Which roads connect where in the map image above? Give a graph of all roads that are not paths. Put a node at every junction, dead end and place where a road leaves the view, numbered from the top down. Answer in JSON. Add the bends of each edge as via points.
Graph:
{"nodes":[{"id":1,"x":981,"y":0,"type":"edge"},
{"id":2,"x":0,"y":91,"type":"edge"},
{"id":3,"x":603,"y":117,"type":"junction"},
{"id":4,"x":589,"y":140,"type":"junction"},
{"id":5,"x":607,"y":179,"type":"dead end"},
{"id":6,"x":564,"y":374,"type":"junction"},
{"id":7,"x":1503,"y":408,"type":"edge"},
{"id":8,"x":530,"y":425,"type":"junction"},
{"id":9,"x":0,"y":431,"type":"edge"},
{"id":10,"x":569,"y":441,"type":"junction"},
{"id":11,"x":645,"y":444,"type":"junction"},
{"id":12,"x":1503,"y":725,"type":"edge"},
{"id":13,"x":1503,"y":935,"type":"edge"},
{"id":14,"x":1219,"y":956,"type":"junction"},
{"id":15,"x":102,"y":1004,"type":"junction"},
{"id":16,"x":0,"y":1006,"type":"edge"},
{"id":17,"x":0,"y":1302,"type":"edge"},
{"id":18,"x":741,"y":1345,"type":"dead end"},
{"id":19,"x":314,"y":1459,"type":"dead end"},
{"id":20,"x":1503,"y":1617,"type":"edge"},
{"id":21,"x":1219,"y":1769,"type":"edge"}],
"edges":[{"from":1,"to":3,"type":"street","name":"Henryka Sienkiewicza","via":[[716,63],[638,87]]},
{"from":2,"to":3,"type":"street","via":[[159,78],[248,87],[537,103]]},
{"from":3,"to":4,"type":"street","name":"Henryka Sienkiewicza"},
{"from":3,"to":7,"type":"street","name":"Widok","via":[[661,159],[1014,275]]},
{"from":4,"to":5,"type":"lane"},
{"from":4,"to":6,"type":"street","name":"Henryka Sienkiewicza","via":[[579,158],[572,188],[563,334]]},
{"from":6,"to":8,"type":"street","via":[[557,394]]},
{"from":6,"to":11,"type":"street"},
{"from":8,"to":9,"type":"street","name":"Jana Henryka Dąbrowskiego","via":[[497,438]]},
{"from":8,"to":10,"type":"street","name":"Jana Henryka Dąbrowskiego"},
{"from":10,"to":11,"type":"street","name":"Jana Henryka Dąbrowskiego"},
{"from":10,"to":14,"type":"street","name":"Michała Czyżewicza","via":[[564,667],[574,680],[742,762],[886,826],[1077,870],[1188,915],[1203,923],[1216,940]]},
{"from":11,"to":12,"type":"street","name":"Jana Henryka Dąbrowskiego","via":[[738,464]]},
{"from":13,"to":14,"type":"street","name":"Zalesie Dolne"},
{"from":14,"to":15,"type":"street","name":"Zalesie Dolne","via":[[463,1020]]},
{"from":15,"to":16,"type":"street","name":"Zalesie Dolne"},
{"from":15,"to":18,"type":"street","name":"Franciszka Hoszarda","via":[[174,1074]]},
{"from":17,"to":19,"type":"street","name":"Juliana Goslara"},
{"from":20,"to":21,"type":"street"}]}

☆ ☆ ☆ ☆ ☆

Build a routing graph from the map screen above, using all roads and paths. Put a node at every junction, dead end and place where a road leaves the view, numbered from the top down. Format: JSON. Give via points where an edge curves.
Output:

☆ ☆ ☆ ☆ ☆

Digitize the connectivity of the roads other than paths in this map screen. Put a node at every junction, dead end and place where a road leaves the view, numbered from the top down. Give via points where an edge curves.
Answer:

☆ ☆ ☆ ☆ ☆

WHAT THE EXERCISE ASKS: For the word "above", find every line in the data that holds it and copy that line.

OUTPUT OF THE TASK:
Which roads connect where in the map image above? Give a graph of all roads that are not paths. Put a node at every junction, dead end and place where a road leaves the view, numbered from the top down. Answer in JSON. Add the bends of each edge as via points.
Build a routing graph from the map screen above, using all roads and paths. Put a node at every junction, dead end and place where a road leaves the view, numbered from the top down. Format: JSON. Give via points where an edge curves.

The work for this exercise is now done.